Like the plot of a Hollywood blockbuster, the US military’s largest contractor, Lockheed Martin in a recent statement confirmed that it had faced cyber-attacks.
The US-based multi-national defence contractor described one of the attacks as “significant and tenacious”.
The attack which apparently occurred on the 21st of May was immediately detected by Lockheed Martin’s security team. The team leapt into “quick action” using “aggressive actions” to protect systems and data to successfully repel the attack.
The statement continued that in spite of the attack, the company was still confident in the strength of its “robust, multi-layered information systems security.”
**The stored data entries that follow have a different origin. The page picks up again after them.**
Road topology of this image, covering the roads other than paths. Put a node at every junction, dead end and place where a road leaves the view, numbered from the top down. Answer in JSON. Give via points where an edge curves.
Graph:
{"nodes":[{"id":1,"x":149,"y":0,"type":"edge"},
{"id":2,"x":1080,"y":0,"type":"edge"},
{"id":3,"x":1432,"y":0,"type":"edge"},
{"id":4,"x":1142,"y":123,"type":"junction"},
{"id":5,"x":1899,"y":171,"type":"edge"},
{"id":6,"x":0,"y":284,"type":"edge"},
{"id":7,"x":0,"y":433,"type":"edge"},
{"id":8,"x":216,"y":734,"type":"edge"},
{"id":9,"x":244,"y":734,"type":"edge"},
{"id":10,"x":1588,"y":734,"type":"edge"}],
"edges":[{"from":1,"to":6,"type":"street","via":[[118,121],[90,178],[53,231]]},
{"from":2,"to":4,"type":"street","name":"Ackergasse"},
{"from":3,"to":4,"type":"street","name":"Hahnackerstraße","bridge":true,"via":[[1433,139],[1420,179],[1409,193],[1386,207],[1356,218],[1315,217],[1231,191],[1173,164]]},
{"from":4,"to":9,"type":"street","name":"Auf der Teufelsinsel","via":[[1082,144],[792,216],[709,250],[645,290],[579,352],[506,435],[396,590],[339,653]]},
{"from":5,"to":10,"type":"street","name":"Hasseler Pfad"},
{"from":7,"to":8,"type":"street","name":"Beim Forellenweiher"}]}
As per Lockheed, “no customer, program or employee personal data has been compromised”.
Lockheed Martin, being the world’s biggest aerospace company and the Pentagon’s number one supplier according to sales, went on to say the relevant US government authorities had been notified of the attack.
“Throughout the ongoing investigation into the attack, Lockheed Martin has continued to keep the appropriate US government agencies informed of our actions”, the company said.
Responding to queries from Reuters, Chris Ortman, a Department of Homeland Security official said that the US government had offered to help Lockheed analyse “available data in order to provide recommendations to mitigate further risk”.
Reuters also reported a source — prior to Lockheed’s statement — had indicated that the along with Lockheed, the Pentagon’s 2nd and 3rd largest suppliers, Boeing Co. and Northrop Grumman and other suppliers had also faced attacks.
Boeing and Northrup declined to comment.
Jay Carney, White House spokesperson, said the day following Lockheed’s statement that President Barack Obama had been informed of the attack.
“It has been part of the briefing materials that he has”, Carney said. “My understanding, based on what I’ve seen, is they feel it’s fairly minimal in terms of the damage.”
US government officials to the media said that any results of the attack for US government agencies including the Pentagon were, “minimal” and no adverse effects on operations were expected.
Whilst saying its officials were working “around the clock to restore employee access to the network, while maintaining the highest level of security.” Lockheed Martin did not mention any suspects regarding the source of the cyber-attack.
However, purported diplomatic cables from US embassies released by Wikileaks, stated that the Chinese government had overtaken the US when it came to cyber-espionage.